*** EXTRACTED RECORDS Section Begins ***

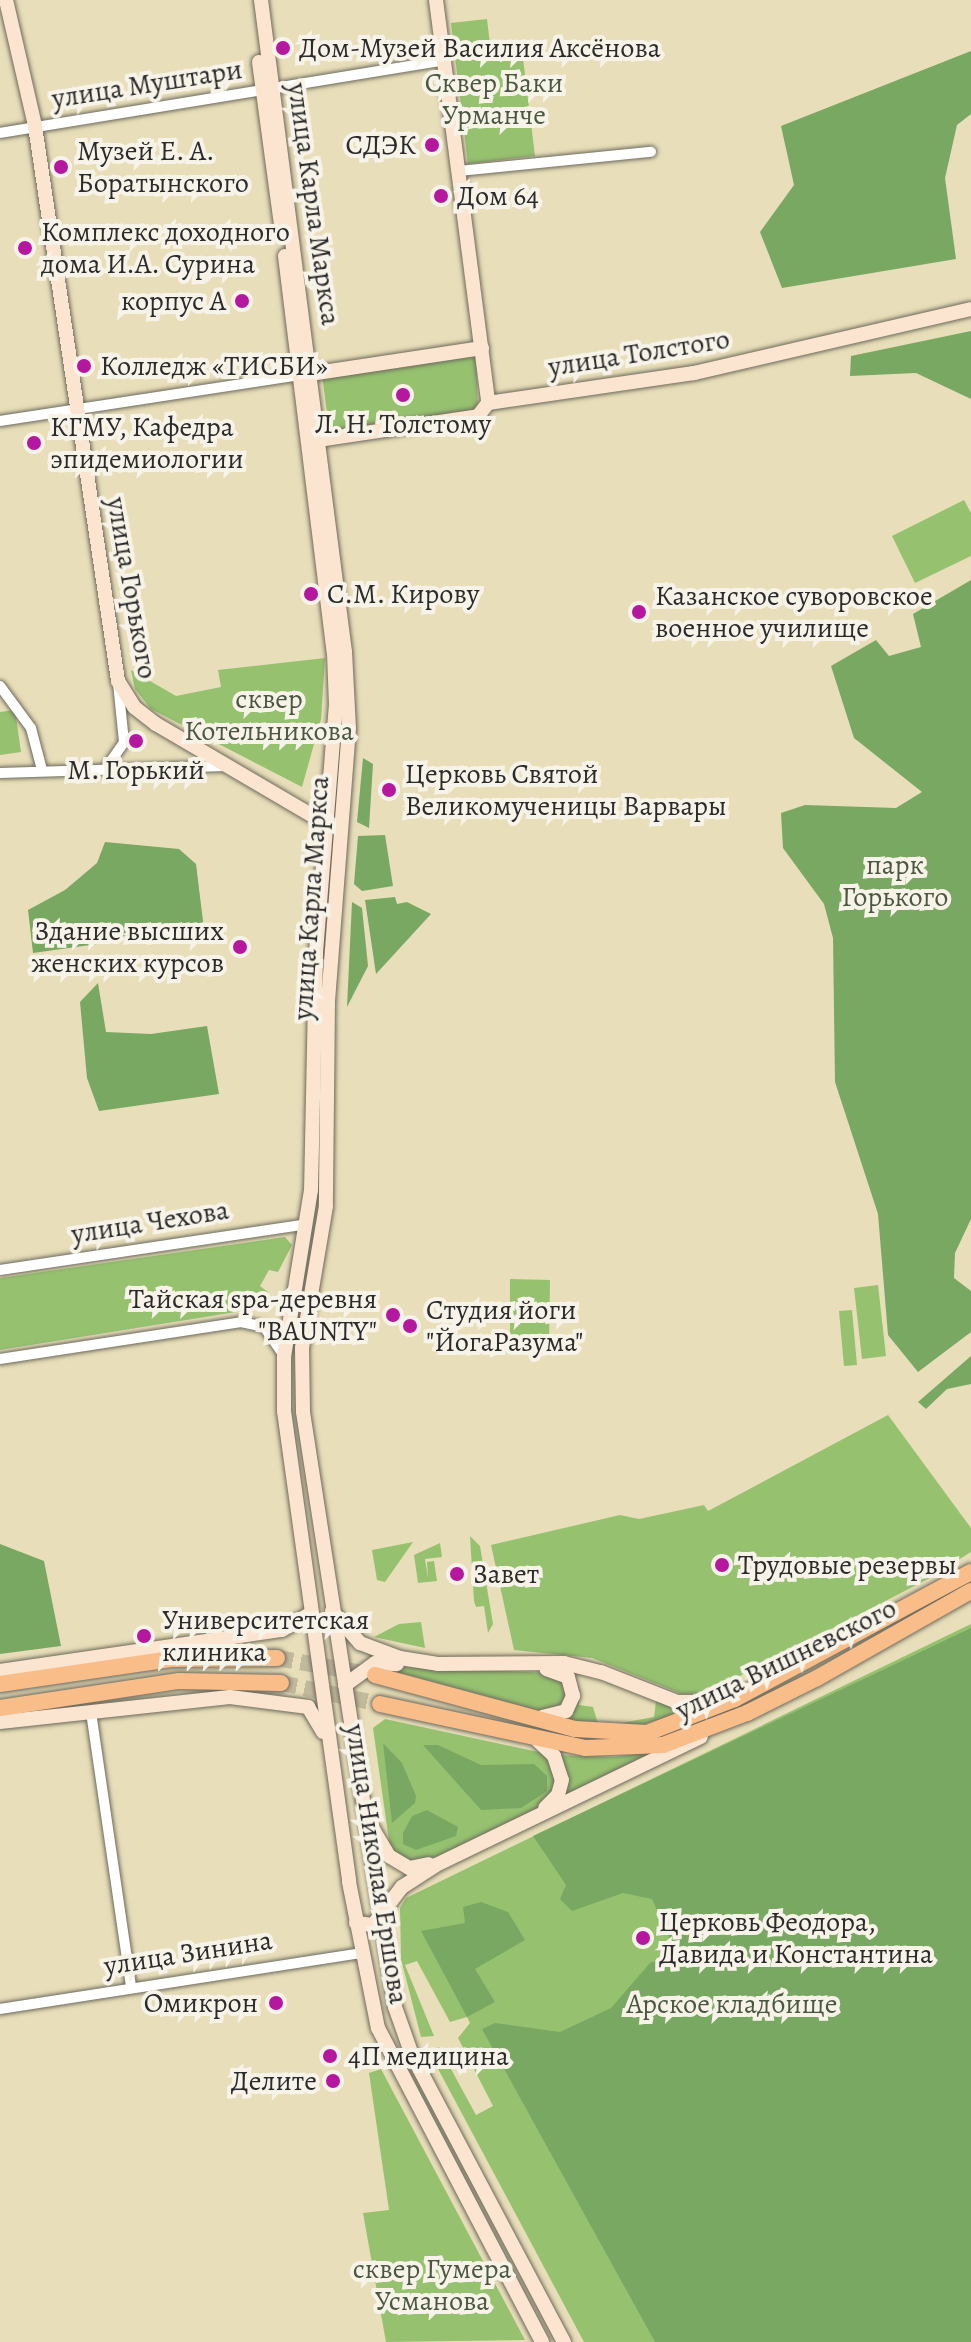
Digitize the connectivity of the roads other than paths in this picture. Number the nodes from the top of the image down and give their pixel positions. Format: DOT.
graph roads {
  1 [pos="6,0"];
  2 [pos="252,0"];
  3 [pos="261,0"];
  4 [pos="436,0"];
  5 [pos="444,60"];
  6 [pos="268,90"];
  7 [pos="35,126"];
  8 [pos="0,133"];
  9 [pos="651,152"];
  10 [pos="459,171"];
  11 [pos="971,309"];
  12 [pos="482,348"];
  13 [pos="305,375"];
  14 [pos="488,403"];
  15 [pos="75,410"];
  16 [pos="0,421"];
  17 [pos="318,440"];
  18 [pos="118,681"];
  19 [pos="0,686"];
  20 [pos="232,766"];
  21 [pos="106,769"];
  22 [pos="42,770"];
  23 [pos="0,773"];
  24 [pos="326,825"];
  25 [pos="342,829"];
  26 [pos="307,1224"];
  27 [pos="0,1270"];
  28 [pos="284,1356"];
  29 [pos="0,1359"];
  30 [pos="323,1561"];
  31 [pos="971,1572"];
  32 [pos="971,1591"];
  33 [pos="331,1610"];
  34 [pos="312,1613"];
  35 [pos="277,1658"];
  36 [pos="0,1671"];
  37 [pos="375,1675"];
  38 [pos="281,1683"];
  39 [pos="0,1684"];
  40 [pos="345,1685"];
  41 [pos="735,1699"];
  42 [pos="380,1704"];
  43 [pos="0,1708"];
  44 [pos="91,1712"];
  45 [pos="747,1713"];
  46 [pos="508,1714"];
  47 [pos="0,1722"];
  48 [pos="537,1740"];
  49 [pos="331,1754"];
  50 [pos="364,1804"];
  51 [pos="380,1917"];
  52 [pos="356,1923"];
  53 [pos="384,1950"];
  54 [pos="361,1953"];
  55 [pos="131,1987"];
  56 [pos="0,2009"];
  57 [pos="542,2342"];
  58 [pos="564,2342"];
  1 -- 7 [label="main road, улица Горького"];
  2 -- 6 [label="main road, улица Карла Маркса"];
  3 -- 6 [label="main road, улица Карла Маркса"];
  4 -- 5 [label="main road"];
  5 -- 6 [label="street, улица Муштари"];
  5 -- 10 [label="main road"];
  6 -- 7 [label="street, улица Муштари"];
  6 -- 13 [label="main road, улица Карла Маркса"];
  7 -- 8 [label="street, улица Муштари"];
  7 -- 15 [label="main road, улица Горького"];
  9 -- 10 [label="street"];
  10 -- 12 [label="main road"];
  11 -- 14 [label="main road, улица Толстого"];
  12 -- 13 [label="main road"];
  12 -- 14 [label="main road"];
  13 -- 15 [label="street"];
  13 -- 17 [label="main road, улица Карла Маркса"];
  13 -- 24 [label="main road, улица Карла Маркса"];
  14 -- 17 [label="main road, улица Толстого"];
  15 -- 16 [label="street"];
  15 -- 18 [label="main road, улица Горького"];
  17 -- 25 [label="main road, улица Карла Маркса"];
  18 -- 20 [label="main road, улица Горького"];
  18 -- 21 [label="street"];
  19 -- 22 [label="street"];
  20 -- 21 [label="street"];
  20 -- 24 [label="main road, улица Горького"];
  21 -- 22 [label="street"];
  22 -- 23 [label="street"];
  24 -- 25 [label="main road, улица Горького"];
  24 -- 26 [label="main road, улица Карла Маркса"];
  25 -- 30 [label="main road, улица Карла Маркса"];
  26 -- 27 [label="street, улица Чехова"];
  26 -- 28 [label="main road, улица Карла Маркса"];
  28 -- 29 [label="street"];
  28 -- 34 [label="main road, улица Николая Ершова"];
  30 -- 33 [label="main road, улица Николая Ершова"];
  31 -- 41 [label="main road, улица Вишневского"];
  32 -- 45 [label="main road, улица Вишневского"];
  33 -- 40 [label="main road, улица Николая Ершова"];
  33 -- 41 [label="main road"];
  34 -- 36 [label="main road"];
  34 -- 49 [label="main road, улица Николая Ершова"];
  35 -- 39 [label="main road"];
  37 -- 46 [label="main road, улица Вишневского"];
  38 -- 43 [label="main road"];
  40 -- 46 [label="main road"];
  40 -- 50 [label="main road, улица Николая Ершова"];
  41 -- 46 [label="main road, улица Вишневского"];
  42 -- 48 [label="main road, улица Вишневского"];
  44 -- 47 [label="main road"];
  44 -- 49 [label="main road"];
  44 -- 55 [label="street"];
  45 -- 48 [label="main road, улица Вишневского"];
  45 -- 51 [label="main road"];
  48 -- 50 [label="main road"];
  49 -- 52 [label="main road, улица Николая Ершова"];
  50 -- 51 [label="main road, улица Николая Ершова"];
  51 -- 52 [label="main road"];
  51 -- 53 [label="main road, улица Николая Ершова"];
  52 -- 54 [label="main road, улица Николая Ершова"];
  53 -- 54 [label="main road, улица Зинина"];
  53 -- 58 [label="main road, улица Николая Ершова"];
  54 -- 55 [label="street, улица Зинина"];
  54 -- 57 [label="main road, улица Николая Ершова"];
  55 -- 56 [label="street, улица Зинина"];
}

*** EXTRACTED RECORDS Section Ends ***

ASSIGNMENT:
Return a copy of each line of the material that holds the word "Толстого".

ANSWER TO THIS TASK:
  11 -- 14 [label="main road, улица Толстого"];
  14 -- 17 [label="main road, улица Толстого"];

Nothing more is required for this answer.